Senate Bill Aims to Reduce Youth Incarceration
Last month, the Senate Judiciary Committee passed the Juvenile Justice Delinquency Act of 2015, introduced by Chairman Chuck Grassley (R-IA). The bill aims to reduce youth interactions with the juvenile justice system.
The Juvenile Justice and Delinquency Prevention Act (JJDPA) was passed in 1974 as a safeguard for youth who entered the juvenile justice system, and to assist local governments with juvenile justice program. This particular bill would reauthorize the JJDPA that expired in 2007 and would:
- Require the Federal Office of Juvenile Justice and Delinquency Prevention (OJJDP) to identify best practices to serve and protect at-risk youth;
- Call for a greater focus on mental health and substance abuse;
- Expand training to support judges who work with juvenile cases;
- Phase out remaining circumstance in which youth offenders may be detained for “status” offenses, which would not be crimes if committed by adults;
- Offer guidance on identifying and reducing racial and ethnic disparities among youth in the juvenile justice system, and creating safeguards to improve juvenile reentry services; and
- Improve transparency and accountability.
Studies have shown that youth who experience incarceration at an early age are far more likely to be re-incarcerated throughout their life. The JJDPA is a key step in the overall fight to reduce mass incarceration and the criminalization of youth, especially those of color.

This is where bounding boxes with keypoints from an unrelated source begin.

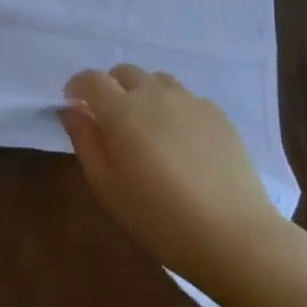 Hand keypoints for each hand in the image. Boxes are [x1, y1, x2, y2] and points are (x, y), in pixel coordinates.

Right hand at [59, 65, 280, 280]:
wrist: (233, 234)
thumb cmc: (158, 216)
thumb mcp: (106, 186)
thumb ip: (85, 141)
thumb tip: (72, 111)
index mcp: (122, 110)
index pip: (91, 79)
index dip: (77, 87)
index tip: (73, 104)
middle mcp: (155, 94)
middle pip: (125, 72)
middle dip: (110, 88)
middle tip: (109, 119)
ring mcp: (190, 101)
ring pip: (157, 81)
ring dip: (143, 94)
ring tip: (146, 127)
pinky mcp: (217, 114)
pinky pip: (185, 98)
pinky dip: (172, 108)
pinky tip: (179, 141) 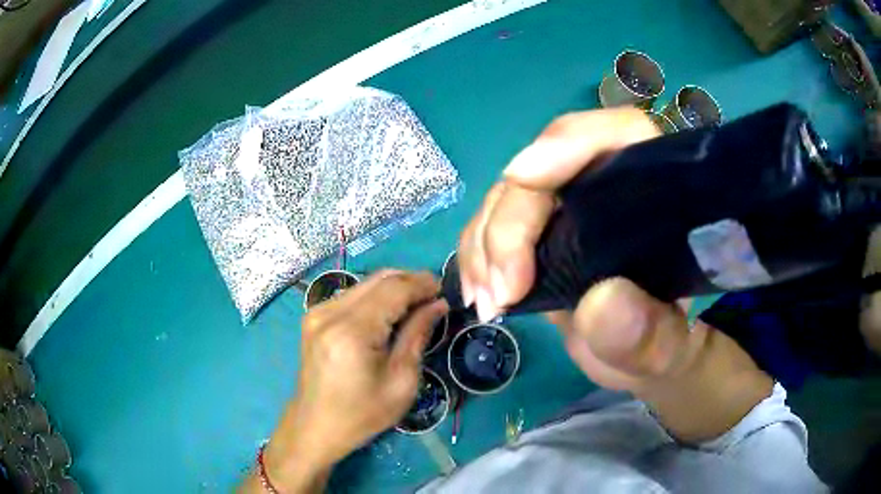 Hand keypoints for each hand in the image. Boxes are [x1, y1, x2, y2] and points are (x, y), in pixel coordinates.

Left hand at [244, 271, 447, 492]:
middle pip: (378, 279)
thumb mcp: (401, 382)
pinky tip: (390, 314)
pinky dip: (376, 298)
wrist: (316, 426)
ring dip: (393, 288)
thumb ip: (417, 335)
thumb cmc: (363, 414)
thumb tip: (437, 304)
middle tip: (434, 296)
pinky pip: (352, 295)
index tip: (444, 290)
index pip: (394, 289)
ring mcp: (317, 312)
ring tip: (417, 305)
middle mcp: (330, 312)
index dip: (422, 284)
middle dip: (410, 282)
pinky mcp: (314, 317)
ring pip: (365, 284)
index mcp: (351, 331)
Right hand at [458, 108, 771, 442]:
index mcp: (657, 193)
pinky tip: (479, 295)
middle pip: (547, 167)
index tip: (526, 177)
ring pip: (510, 196)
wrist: (639, 359)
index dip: (571, 141)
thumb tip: (601, 303)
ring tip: (488, 303)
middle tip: (502, 290)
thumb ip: (651, 335)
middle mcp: (607, 187)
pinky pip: (493, 225)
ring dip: (485, 244)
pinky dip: (477, 256)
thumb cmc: (664, 346)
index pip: (619, 134)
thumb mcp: (668, 350)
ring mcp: (568, 207)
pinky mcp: (539, 233)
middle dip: (512, 222)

Although incarceration of youth has decreased overall, mass incarceration and the school to prison pipeline still disproportionately affect youth of color and LGBT youth at alarming rates. LGBTQ youth are overrepresented in the juvenile justice system: they make up just 5 percent to 7 percent of the overall youth population, but represent 15 percent of those in the juvenile justice system. Among Black transgender people, nearly half (47%) have been incarcerated at some point—mirroring the stark racial disparities in all systems of incarceration. The mass incarceration of Black and Latino men has been researched and talked about at length, but research on the rates of incarceration of girls and gender nonconforming youth of color remains scant.
Mass incarceration of all people must end and restorative justice - the focus on the rehabilitation of offenders through reconciliation with victims and a larger community - must become the default for rehabilitation of youth who have engaged in criminal acts. Specifically, no youth should be held in adult prisons and the school to prison pipeline must end. We therefore must ensure that transgender and non-binary youth are housed safely, and in a way that affirms their gender.